Exercise objective:
From the records below, copy every line that contains the word "Bretton".

Provided records:
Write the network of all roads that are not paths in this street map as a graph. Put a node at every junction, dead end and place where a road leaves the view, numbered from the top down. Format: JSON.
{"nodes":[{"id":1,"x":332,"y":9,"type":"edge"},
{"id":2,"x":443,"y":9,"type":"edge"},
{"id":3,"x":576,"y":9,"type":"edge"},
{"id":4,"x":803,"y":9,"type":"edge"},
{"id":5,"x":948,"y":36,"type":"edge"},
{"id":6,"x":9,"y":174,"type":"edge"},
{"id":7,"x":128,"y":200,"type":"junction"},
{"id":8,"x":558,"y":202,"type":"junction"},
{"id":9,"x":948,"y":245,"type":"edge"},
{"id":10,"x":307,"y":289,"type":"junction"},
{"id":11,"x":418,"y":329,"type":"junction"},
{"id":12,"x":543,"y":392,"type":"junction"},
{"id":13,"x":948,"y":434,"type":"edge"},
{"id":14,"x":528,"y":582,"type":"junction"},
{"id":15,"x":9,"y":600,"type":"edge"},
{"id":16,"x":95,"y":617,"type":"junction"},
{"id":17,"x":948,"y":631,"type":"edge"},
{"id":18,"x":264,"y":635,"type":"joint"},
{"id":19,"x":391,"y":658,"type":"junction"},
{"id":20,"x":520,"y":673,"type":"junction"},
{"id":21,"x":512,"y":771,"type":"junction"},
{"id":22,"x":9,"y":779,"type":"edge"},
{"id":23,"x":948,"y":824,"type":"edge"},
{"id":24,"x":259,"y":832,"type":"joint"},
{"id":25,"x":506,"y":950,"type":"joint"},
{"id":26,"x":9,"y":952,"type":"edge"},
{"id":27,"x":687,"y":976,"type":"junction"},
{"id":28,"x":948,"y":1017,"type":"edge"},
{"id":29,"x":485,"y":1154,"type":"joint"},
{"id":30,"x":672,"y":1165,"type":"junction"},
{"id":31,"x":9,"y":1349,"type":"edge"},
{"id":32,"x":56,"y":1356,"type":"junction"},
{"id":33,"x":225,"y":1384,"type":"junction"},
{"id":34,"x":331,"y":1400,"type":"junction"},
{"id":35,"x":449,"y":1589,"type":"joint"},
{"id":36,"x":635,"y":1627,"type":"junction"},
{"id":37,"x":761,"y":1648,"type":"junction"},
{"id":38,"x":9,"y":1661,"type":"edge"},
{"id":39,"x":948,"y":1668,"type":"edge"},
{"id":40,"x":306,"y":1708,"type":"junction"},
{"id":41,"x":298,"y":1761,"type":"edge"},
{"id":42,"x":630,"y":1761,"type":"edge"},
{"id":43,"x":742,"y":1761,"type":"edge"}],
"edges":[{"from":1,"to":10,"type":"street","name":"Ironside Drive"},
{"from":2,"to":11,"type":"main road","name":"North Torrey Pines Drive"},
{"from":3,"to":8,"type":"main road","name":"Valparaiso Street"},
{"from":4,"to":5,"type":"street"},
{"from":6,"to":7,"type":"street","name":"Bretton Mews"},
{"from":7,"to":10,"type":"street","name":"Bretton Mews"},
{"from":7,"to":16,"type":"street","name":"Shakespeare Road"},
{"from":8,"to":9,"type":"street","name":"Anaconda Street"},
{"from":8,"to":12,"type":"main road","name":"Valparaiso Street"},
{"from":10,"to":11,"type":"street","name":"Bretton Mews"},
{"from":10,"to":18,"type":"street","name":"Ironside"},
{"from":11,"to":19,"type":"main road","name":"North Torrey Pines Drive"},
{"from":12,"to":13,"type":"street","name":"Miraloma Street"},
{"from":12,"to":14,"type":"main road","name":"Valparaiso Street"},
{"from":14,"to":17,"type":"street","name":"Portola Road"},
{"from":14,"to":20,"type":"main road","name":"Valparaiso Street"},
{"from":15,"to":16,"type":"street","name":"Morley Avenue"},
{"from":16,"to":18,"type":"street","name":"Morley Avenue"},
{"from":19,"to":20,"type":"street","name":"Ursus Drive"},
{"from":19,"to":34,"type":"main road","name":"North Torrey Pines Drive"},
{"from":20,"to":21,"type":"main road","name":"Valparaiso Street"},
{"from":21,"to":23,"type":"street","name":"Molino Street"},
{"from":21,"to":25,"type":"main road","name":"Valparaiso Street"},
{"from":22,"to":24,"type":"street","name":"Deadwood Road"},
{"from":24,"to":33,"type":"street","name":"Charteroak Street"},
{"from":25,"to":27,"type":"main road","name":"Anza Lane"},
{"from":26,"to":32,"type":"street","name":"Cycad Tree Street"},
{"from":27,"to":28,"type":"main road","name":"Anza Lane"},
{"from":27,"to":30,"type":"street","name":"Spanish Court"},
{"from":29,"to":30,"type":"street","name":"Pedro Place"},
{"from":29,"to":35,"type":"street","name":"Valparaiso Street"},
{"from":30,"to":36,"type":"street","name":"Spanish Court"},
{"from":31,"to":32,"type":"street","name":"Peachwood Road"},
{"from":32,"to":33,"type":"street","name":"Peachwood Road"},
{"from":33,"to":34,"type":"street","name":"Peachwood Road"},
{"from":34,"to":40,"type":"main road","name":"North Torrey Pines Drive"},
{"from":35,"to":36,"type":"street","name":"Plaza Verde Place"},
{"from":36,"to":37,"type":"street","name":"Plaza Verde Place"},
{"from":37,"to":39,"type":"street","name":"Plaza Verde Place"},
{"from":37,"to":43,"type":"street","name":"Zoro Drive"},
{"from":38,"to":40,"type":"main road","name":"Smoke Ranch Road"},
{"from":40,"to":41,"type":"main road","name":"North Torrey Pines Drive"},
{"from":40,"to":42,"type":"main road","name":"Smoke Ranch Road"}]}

Task solution:
{"from":6,"to":7,"type":"street","name":"Bretton Mews"},
{"from":7,"to":10,"type":"street","name":"Bretton Mews"},
{"from":10,"to":11,"type":"street","name":"Bretton Mews"},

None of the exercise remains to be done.